Europe’s Scary Warmth Scuttles Russian Gas War

January 18, 2023

Above, predictably cliche report on Europe’s record, climate driven warmth, illustrated with girls in bikinis and people sunning at the beach. It does, however, make note of the one saving grace of the warm spell, gas demand has been very low, and thus Russian plans to strangle Europe by withholding gas supplies has failed, for now.
If anything, the gas war has been rocket fuel for Western European economies, if they needed it, to finally push away from fossil fuel dependence.


Chancellor Olaf Scholz said Germany needs to increase its pace of expanding renewable power to reach its goal of becoming climate-neutral by 2045, even as Europe’s largest economy withstands the initial impact of Russia’s energy squeeze. 

“We are getting through this winter” without a gas shortage, Scholz said Saturday at the opening of a liquefied natural gas terminal in Lubmin on the Baltic coast, according to news agency DPA. He added that there’s been “no economic crisis in Germany.”

For the long-term transition away from coal, oil and natural gas, Germany needs to increase electricity generation by one third by 2030 and then double that in the following decade, Scholz said in an interview with the Berlin-based Tageszeitung newspaper published on Saturday. 

“If we want to achieve the energy transition, we need more speed,” he told the publication widely know as taz. “The goal needs to be to set up three to four large wind turbines in Germany every day.”

Energy has dominated Scholz’s first year in office. Germany’s fragile energy security was exposed as Russia squeezed supplies in retaliation for Berlin’s support of Ukraine following its invasion. LNG has helped plug the gap. Lubmin is the second terminal to open with more to follow this year.

The energy squeeze prompted Germany to extend operations of the country’s remaining nuclear power plants, but Scholz told taz that the reactors would “definitely” be shut down in the spring. 

He said a number of laws were changed to speed up approvals for wind power projects, which can currently take as long as six years. 

“We are facing the greatest industrial modernization in Germany since the end of the 19th century,” he said in the newspaper interview. “Nobody should underestimate this task.”

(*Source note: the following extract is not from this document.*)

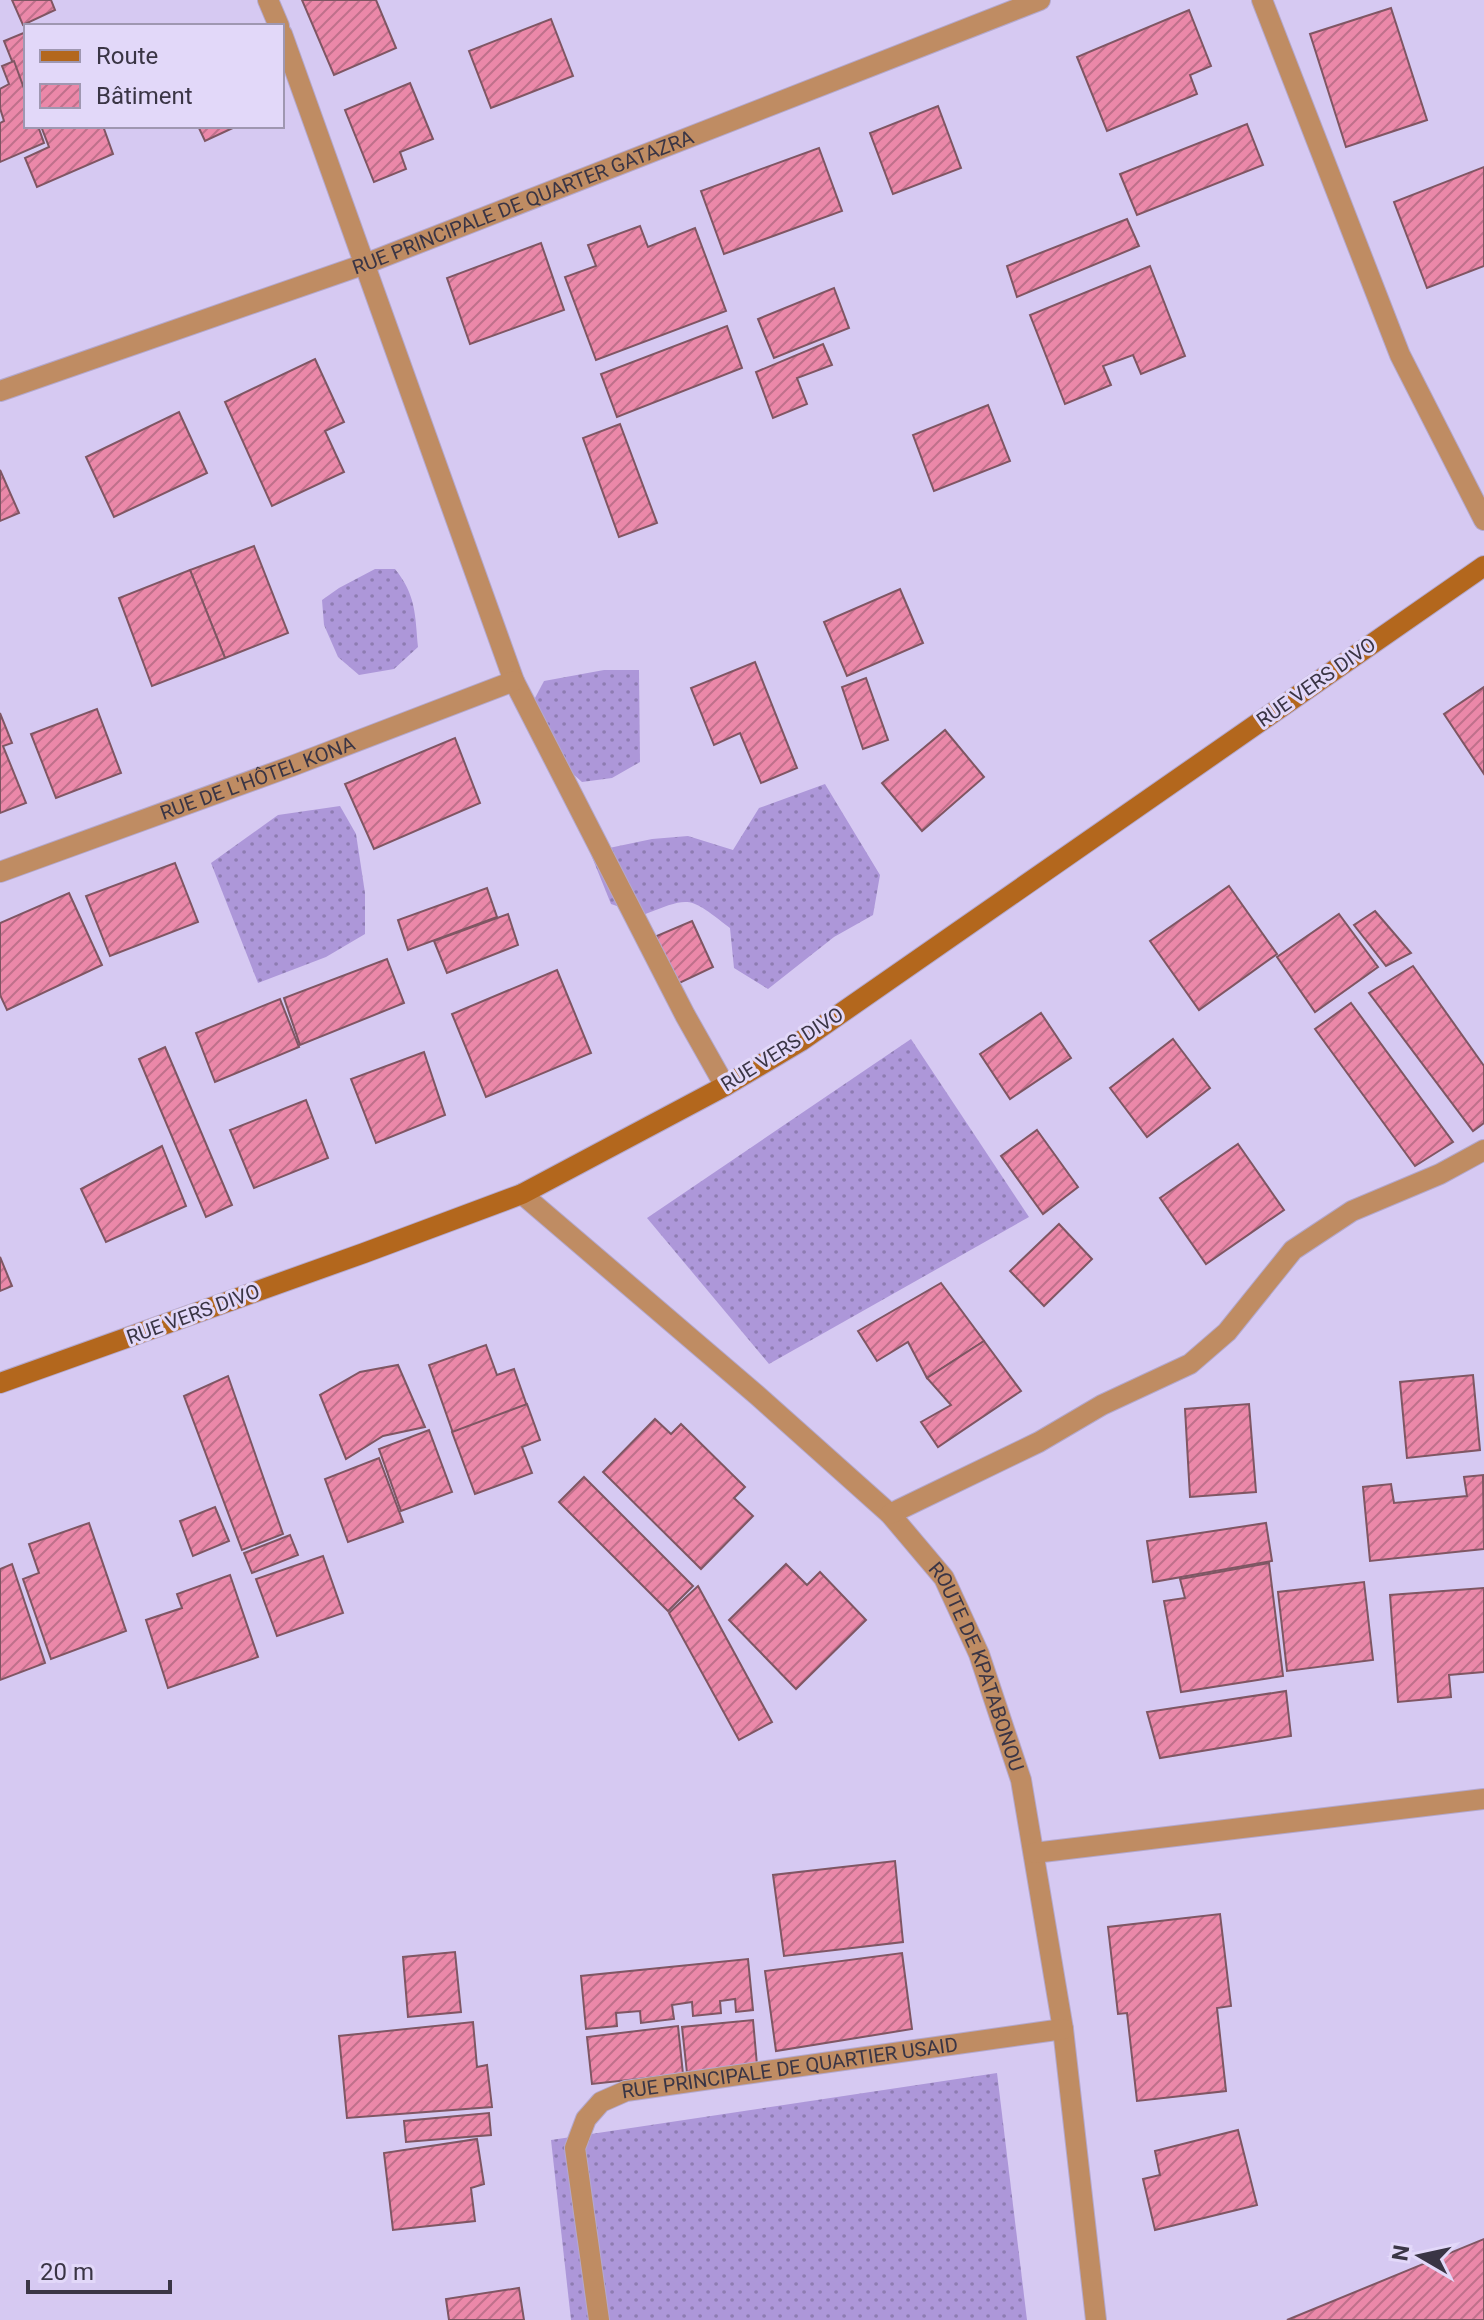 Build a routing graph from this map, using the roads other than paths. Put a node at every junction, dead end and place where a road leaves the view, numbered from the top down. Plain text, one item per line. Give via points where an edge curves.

Russian President Vladimir Putin’s ploy to use oil and gas exports as “a weapon of financial war” in its campaign to conquer Ukraine “is increasingly backfiring, threatening the core of Russia’s beleaguered economy and curtailing its geopolitical influence,” The Wall Street Journal reports.

Putin had calculated that cutting off natural gas to Europe, and especially Germany, would leave Europe’s economy in shambles and its citizens freezing, weakening the continent’s support for Ukraine. But “warm weather and ample supplies from other producers have derailed that effort so far,” and European gas prices on Monday fell to levels not seen since September 2021, the Journal reports. “The Russian oil industry, meanwhile, is having trouble adapting to a European Union embargo and a U.S.-led price cap on its crude.”

Before Putin’s Ukraine invasion, Russia provided Germany with 60 percent of its natural gas. This reliance on Russian gas “initially gave Moscow the upper hand in its economic war with the West,” as energy prices shot up in Europe, “sending a gusher of revenue to Moscow,” the Journal reports. “The money helped Russia fund the war in Ukraine and placate its population at home with handouts.” Oil and gas provided 45 percent of Russia’s federal budget in 2021.

Moscow cut off its pipelines to Germany in August, but this effort to “blackmail Berlin” has failed, Andrey Gurkov writes at Germany’s DW. “Germany is starting 2023 without Russian gas, and with no need to worry about the loss,” while Russia’s state-owned Gazprom has lost its most important foreign customer. Berlin’s expanding military support for Kyiv “can be seen as further, indirect evidence of the failure of Putin’s ‘gas special operation,'” Gurkov adds.

“The German problem, or the central European problem, was that … half of [our eggs] were in the basket of Putin,” German Economy Minister Robert Habeck said earlier in January. “He destroyed that.”

China is buying more gas and oil from Russia now, but “Russia’s pipeline gas exports to China are less than a 10th of what it used to export to Europe before the war,” and “Beijing has yet to agree to a second pipeline carrying Russian gas,” the Journal reports. Russian oil is selling at about half the global benchmark price, and the long, costly shipping routes to China and India, Russia’s other main post-invasion customer, eat into Russia’s ever-thinner profits.


3 Responses to “Europe’s Scary Warmth Scuttles Russian Gas War”

  1. rhymeswithgoalie Says:

    What of the industries in Europe that use coal and gas in-house for manufacturing and processing?

  2. gmrmt Says:

    I’ve heard a critic say that Germany deciding to use so much Russian gas was kneeling and kissing Russias’ feet. I would like to point out that there was no way that Russia could shoot germany in that position without shooting itself in the foot.